O feudalismo atribuía a estes jogadores do destino geográfico
e humano o direito de dispor, a seu belo prazer, das vidas dos
seus soldados a soldo e sujeitos, sujeitando-os à privação
e morte por um mero capricho pessoal. Muitas seriam as vezes que
o povo adormecia sujeitos de um determinado rei e acordavam na
manhã seguinte a um qualquer batalha, vassalos de um outro
de raça e fé distintas.
Nestes tempos tumultuosos, reinava na Galícia, que incluía
então a região da actual cidade do Porto, um certo
rei cristão de nome Ramiro. Segunda reza a estória,
era habitual o rei cristão e sua comitiva banharem-se na
margem norte do Rio Douro, onde o destino quis que, certo dia,
Ramiro avistasse a formosa princesa moura, Zahara, irmão
do rei Mouro, Almansor, e senhor da margem sul, nas suas abluções
em companhia das suas aias. O Rei Cristão perdeu-se de
amores pela bela princesa moura e tal era o fulgor da sua paixão,
que, esquecendo sua fé monogâmica e os seus laços
matrimoniais com a sua esposa, a rainha Gaia, atreveu-se pedir
a mão de Zahara ao seu rival muçulmano, o senhor
da outra margem. Este negou o pedido, alegando que Ramiro professava
uma outra fé e a Princesa Zahara estava prometida em casamento
a um outro seu par. Inconformado com a decisão do mouro,
Ramiro organiza uma expedição à outra margem,
e rapta a princesa Zahara, o que indignou a sua esposa, Gaia.

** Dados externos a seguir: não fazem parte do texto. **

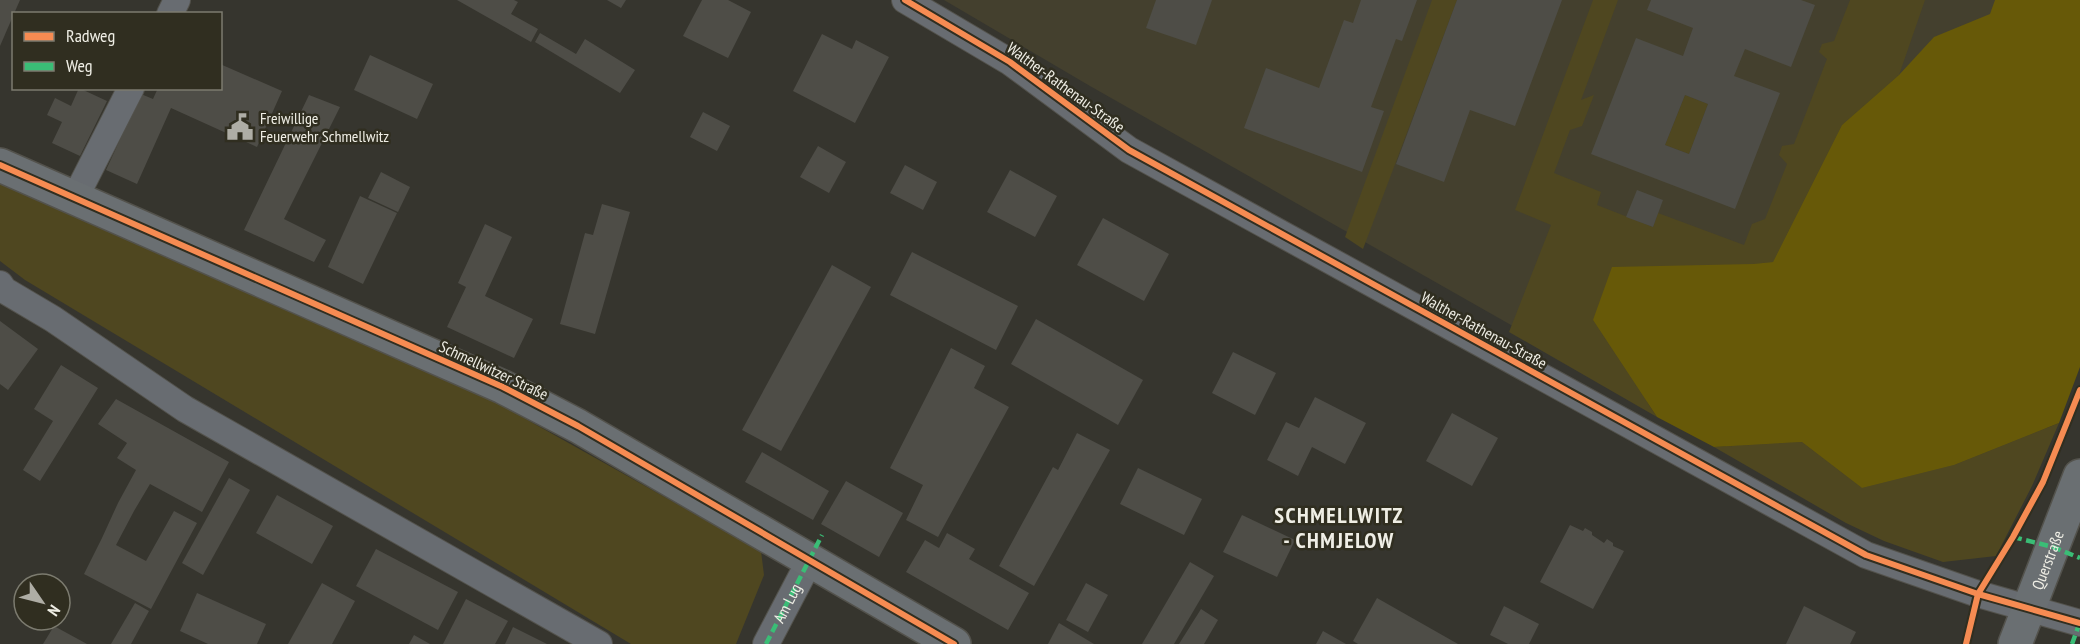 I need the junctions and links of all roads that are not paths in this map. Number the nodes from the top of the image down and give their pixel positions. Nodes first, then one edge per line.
1 (905, 0) edge
2 (130, 90) edge
3 (0, 165) edge
4 (75, 198) junction
5 (0, 284) edge
6 (2080, 476) edge
7 (809, 562) junction
8 (2029, 609) junction
9 (2080, 623) edge
10 (599, 644) edge
11 (766, 644) edge
12 (954, 644) edge
13 (2015, 644) edge

1 - 8 street, Walther-Rathenau-Straße
2 - 4 street
3 - 4 street, Schmellwitzer Straße
4 - 7 street, Schmellwitzer Straße
5 - 10 street
6 - 8 street, Querstraße
7 - 11 street, Am Lug
7 - 12 street, Schmellwitzer Straße
8 - 9 street, Walther-Rathenau-Straße
8 - 13 street, Querstraße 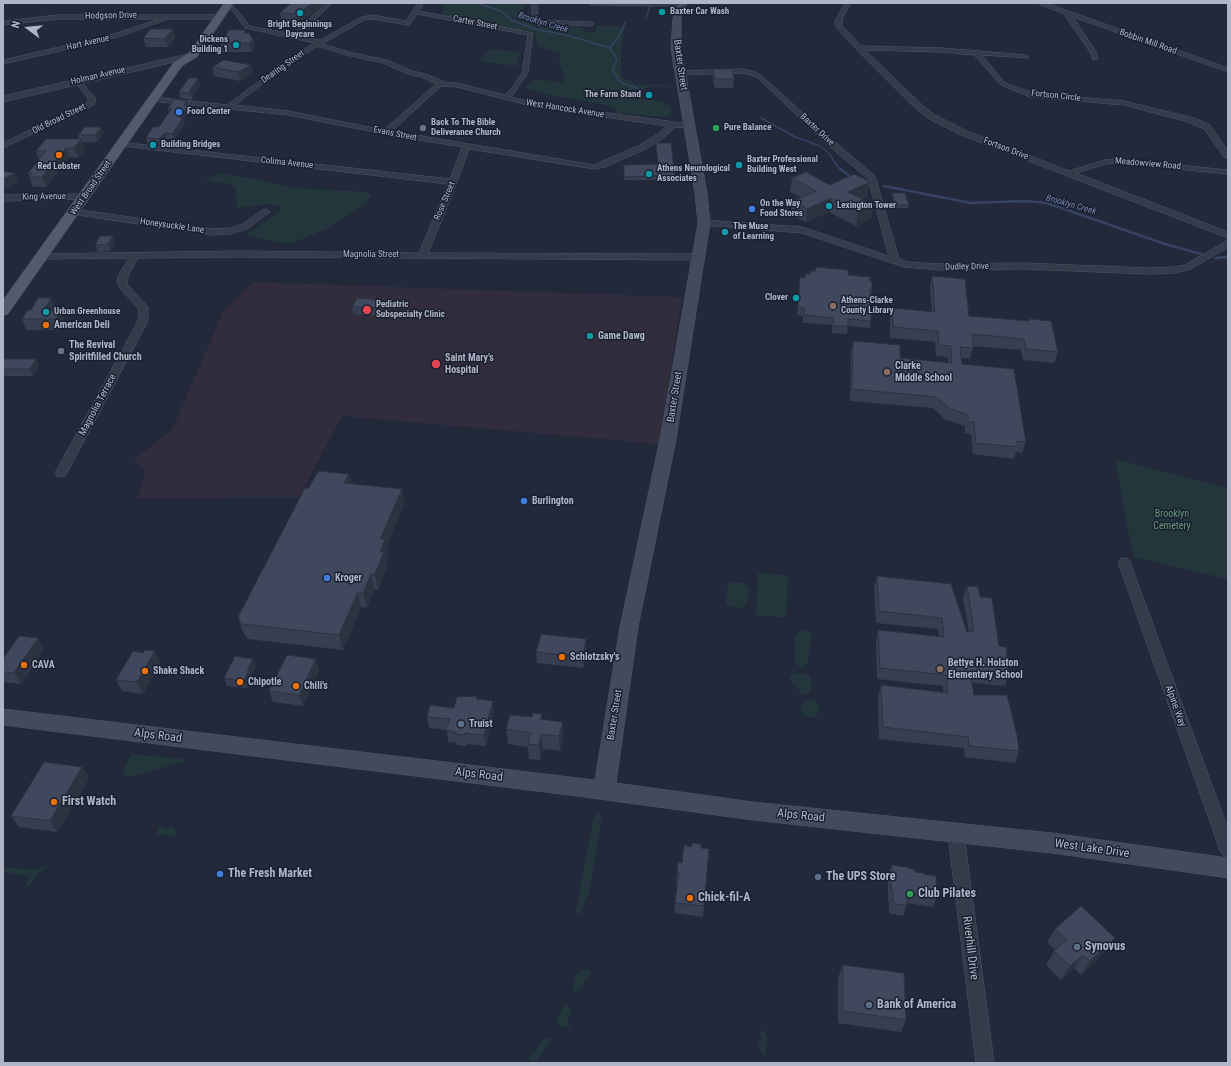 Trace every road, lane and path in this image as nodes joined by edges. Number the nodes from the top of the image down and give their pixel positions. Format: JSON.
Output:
{"nodes":[{"id":1,"x":228,"y":3,"type":"edge"},
{"id":2,"x":329,"y":3,"type":"edge"},
{"id":3,"x":421,"y":3,"type":"edge"},
{"id":4,"x":535,"y":3,"type":"edge"},
{"id":5,"x":591,"y":3,"type":"edge"},
{"id":6,"x":683,"y":3,"type":"edge"},
{"id":7,"x":848,"y":3,"type":"edge"},
{"id":8,"x":1040,"y":3,"type":"edge"},
{"id":9,"x":212,"y":8,"type":"dead end"},
{"id":10,"x":416,"y":12,"type":"junction"},
{"id":11,"x":1067,"y":13,"type":"junction"},
{"id":12,"x":132,"y":16,"type":"junction"},
{"id":13,"x":172,"y":16,"type":"junction"},
{"id":14,"x":206,"y":16,"type":"junction"},
{"id":15,"x":220,"y":17,"type":"junction"},
{"id":16,"x":3,"y":23,"type":"edge"},
{"id":17,"x":141,"y":28,"type":"junction"},
{"id":18,"x":198,"y":28,"type":"dead end"},
{"id":19,"x":295,"y":36,"type":"junction"},
{"id":20,"x":319,"y":43,"type":"junction"},
{"id":21,"x":184,"y":48,"type":"dead end"},
{"id":22,"x":858,"y":48,"type":"junction"},
{"id":23,"x":976,"y":53,"type":"junction"},
{"id":24,"x":1026,"y":57,"type":"dead end"},
{"id":25,"x":1094,"y":59,"type":"dead end"},
{"id":26,"x":178,"y":61,"type":"junction"},
{"id":27,"x":3,"y":62,"type":"edge"},
{"id":28,"x":1228,"y":70,"type":"edge"},
{"id":29,"x":680,"y":73,"type":"junction"},
{"id":30,"x":77,"y":82,"type":"junction"},
{"id":31,"x":443,"y":84,"type":"junction"},
{"id":32,"x":506,"y":98,"type":"junction"},
{"id":33,"x":3,"y":99,"type":"edge"},
{"id":34,"x":154,"y":99,"type":"junction"},
{"id":35,"x":230,"y":106,"type":"junction"},
{"id":36,"x":673,"y":125,"type":"junction"},
{"id":37,"x":689,"y":126,"type":"junction"},
{"id":38,"x":386,"y":132,"type":"junction"},
{"id":39,"x":122,"y":144,"type":"junction"},
{"id":40,"x":3,"y":146,"type":"edge"},
{"id":41,"x":466,"y":146,"type":"junction"},
{"id":42,"x":1228,"y":156,"type":"edge"},
{"id":43,"x":1228,"y":172,"type":"edge"},
{"id":44,"x":1069,"y":173,"type":"junction"},
{"id":45,"x":453,"y":182,"type":"junction"},
{"id":46,"x":85,"y":197,"type":"junction"},
{"id":47,"x":3,"y":198,"type":"edge"},
{"id":48,"x":74,"y":212,"type":"junction"},
{"id":49,"x":266,"y":212,"type":"dead end"},
{"id":50,"x":704,"y":223,"type":"junction"},
{"id":51,"x":1228,"y":235,"type":"edge"},
{"id":52,"x":1228,"y":243,"type":"edge"},
{"id":53,"x":43,"y":256,"type":"junction"},
{"id":54,"x":135,"y":256,"type":"junction"},
{"id":55,"x":422,"y":256,"type":"junction"},
{"id":56,"x":700,"y":257,"type":"junction"},
{"id":57,"x":895,"y":262,"type":"junction"},
{"id":58,"x":3,"y":312,"type":"edge"},
{"id":59,"x":62,"y":473,"type":"dead end"},
{"id":60,"x":1124,"y":562,"type":"dead end"},
{"id":61,"x":3,"y":717,"type":"edge"},
{"id":62,"x":604,"y":790,"type":"junction"},
{"id":63,"x":956,"y":834,"type":"junction"},
{"id":64,"x":1228,"y":850,"type":"edge"},
{"id":65,"x":1228,"y":868,"type":"edge"},
{"id":66,"x":988,"y":1062,"type":"edge"}],
"edges":[{"from":1,"to":15,"type":"main road","name":"West Broad Street"},
{"from":1,"to":19,"type":"street"},
{"from":2,"to":19,"type":"street"},
{"from":3,"to":10,"type":"street"},
{"from":4,"to":5,"type":"street"},
{"from":5,"to":6,"type":"street"},
{"from":6,"to":29,"type":"main road","name":"Baxter Street"},
{"from":7,"to":22,"type":"street","name":"Fortson Drive"},
{"from":8,"to":11,"type":"street","name":"Bobbin Mill Road"},
{"from":9,"to":14,"type":"main road"},
{"from":10,"to":20,"type":"street","name":"Dearing Street"},
{"from":10,"to":32,"type":"street","name":"Carter Street"},
{"from":11,"to":25,"type":"street"},
{"from":11,"to":28,"type":"street","name":"Bobbin Mill Road"},
{"from":12,"to":13,"type":"street","name":"Hodgson Drive"},
{"from":12,"to":16,"type":"street","name":"Hodgson Drive"},
{"from":12,"to":17,"type":"street"},
{"from":13,"to":14,"type":"street","name":"Hodgson Drive"},
{"from":13,"to":17,"type":"street","name":"Hart Avenue"},
{"from":14,"to":15,"type":"street","name":"Hodgson Drive"},
{"from":14,"to":18,"type":"main road"},
{"from":15,"to":26,"type":"main road","name":"West Broad Street"},
{"from":17,"to":27,"type":"street","name":"Hart Avenue"},
{"from":19,"to":20,"type":"street"},
{"from":20,"to":31,"type":"street","name":"West Hancock Avenue"},
{"from":20,"to":35,"type":"street","name":"Dearing Street"},
{"from":21,"to":26,"type":"main road","name":"West Broad Street"},
{"from":22,"to":23,"type":"street"},
{"from":22,"to":44,"type":"street","name":"Fortson Drive"},
{"from":23,"to":24,"type":"street"},
{"from":23,"to":42,"type":"street","name":"Fortson Circle"},
{"from":26,"to":30,"type":"street","name":"Holman Avenue"},
{"from":26,"to":34,"type":"main road","name":"West Broad Street"},
{"from":29,"to":37,"type":"main road","name":"Baxter Street"},
{"from":29,"to":57,"type":"street","name":"Baxter Drive"},
{"from":30,"to":33,"type":"street","name":"Holman Avenue"},
{"from":30,"to":40,"type":"street","name":"Old Broad Street"},
{"from":31,"to":32,"type":"street","name":"West Hancock Avenue"},
{"from":31,"to":38,"type":"street"},
{"from":32,"to":36,"type":"street","name":"West Hancock Avenue"},
{"from":34,"to":35,"type":"street","name":"Evans Street"},
{"from":34,"to":39,"type":"main road","name":"West Broad Street"},
{"from":35,"to":38,"type":"street","name":"Evans Street"},
{"from":36,"to":37,"type":"street","name":"West Hancock Avenue"},
{"from":36,"to":41,"type":"street","name":"Evans Street"},
{"from":37,"to":50,"type":"main road","name":"Baxter Street"},
{"from":38,"to":41,"type":"street","name":"Evans Street"},
{"from":39,"to":45,"type":"street","name":"Colima Avenue"},
{"from":39,"to":46,"type":"main road","name":"West Broad Street"},
{"from":41,"to":45,"type":"street","name":"Rose Street"},
{"from":43,"to":44,"type":"street","name":"Meadowview Road"},
{"from":44,"to":51,"type":"street","name":"Fortson Drive"},
{"from":45,"to":55,"type":"street","name":"Rose Street"},
{"from":46,"to":47,"type":"street","name":"King Avenue"},
{"from":46,"to":48,"type":"main road","name":"West Broad Street"},
{"from":48,"to":49,"type":"street","name":"Honeysuckle Lane"},
{"from":48,"to":53,"type":"main road","name":"West Broad Street"},
{"from":50,"to":56,"type":"main road","name":"Baxter Street"},
{"from":50,"to":57,"type":"street","name":"Dudley Drive"},
{"from":52,"to":57,"type":"street","name":"Dudley Drive"},
{"from":53,"to":54,"type":"street","name":"Magnolia Street"},
{"from":53,"to":58,"type":"main road","name":"West Broad Street"},
{"from":54,"to":55,"type":"street","name":"Magnolia Street"},
{"from":54,"to":59,"type":"street","name":"Magnolia Terrace"},
{"from":55,"to":56,"type":"street","name":"Magnolia Street"},
{"from":56,"to":62,"type":"main road","name":"Baxter Street"},
{"from":60,"to":64,"type":"street","name":"Alpine Way"},
{"from":61,"to":62,"type":"main road","name":"Alps Road"},
{"from":62,"to":63,"type":"main road","name":"Alps Road"},
{"from":63,"to":65,"type":"main road","name":"West Lake Drive"},
{"from":63,"to":66,"type":"street","name":"Riverhill Drive"}]} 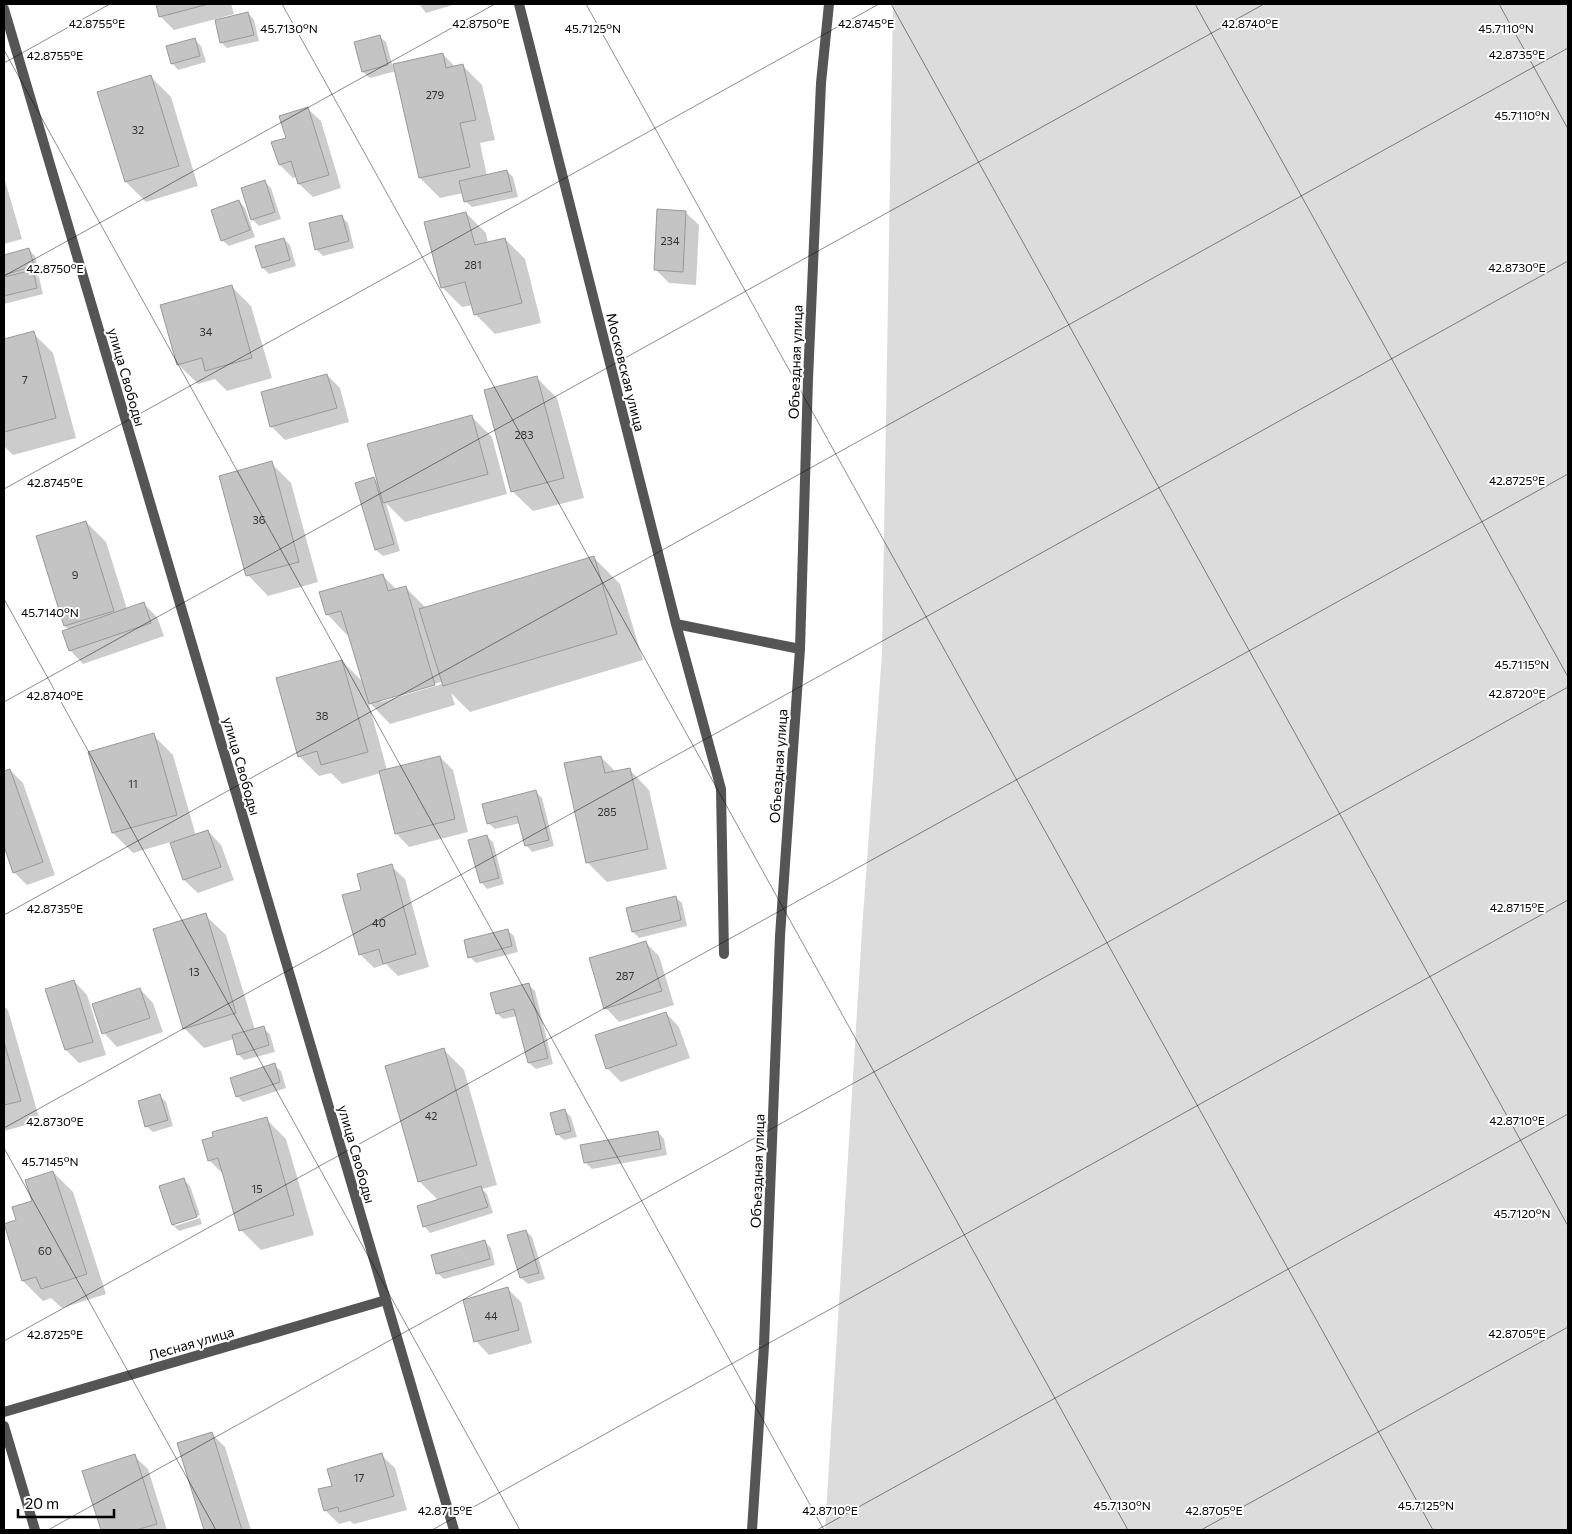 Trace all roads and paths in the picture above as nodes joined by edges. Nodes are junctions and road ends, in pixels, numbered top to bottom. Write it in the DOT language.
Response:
graph roads {
  1 [pos="519,4"];
  2 [pos="829,4"];
  3 [pos="4,9"];
  4 [pos="676,624"];
  5 [pos="800,649"];
  6 [pos="724,954"];
  7 [pos="386,1300"];
  8 [pos="4,1412"];
  9 [pos="4,1426"];
  10 [pos="36,1530"];
  11 [pos="454,1530"];
  12 [pos="752,1530"];
  1 -- 4 [label="street, Московская улица"];
  2 -- 5 [label="street, Объездная улица"];
  3 -- 7 [label="street, улица Свободы"];
  4 -- 5 [label="street"];
  4 -- 6 [label="street, Московская улица"];
  5 -- 12 [label="street, Объездная улица"];
  7 -- 8 [label="street, Лесная улица"];
  7 -- 11 [label="street, улица Свободы"];
  9 -- 10 [label="street"];
}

Esta, querendo vingar-se do marido infiel, envia uma mensagem
a Almansor, comunicando estar disposta a juntar-se a este. Assim
foi. Uma contra expedição leva a rainha ultrajada
para o corte do Mouro.
Na boa tradição machista dos tempos
e região. O Rei Ramiro, embora absorvido pelo seu amor
pela bela moura, sente a testa a pesar sob os proverbiais "chifres"
que incomodam até o esposo mais infiel! Lidera, de imediato,
uma excursão nocturna para a actual Afurada, onde esconde
seus homens e embarcações. Disfarçado de
mendigo dirige-se ao castelo de Almansor onde na fonte na cercania
dos portões trava conhecimento com uma serva, que, ao que
parece, estaria incumbida de portar água à hóspede
cristã do Rei Mouro. Ramiro logra introduzir o seu anel
pessoal no cântaro, na esperança que Gaia o reconhecesse.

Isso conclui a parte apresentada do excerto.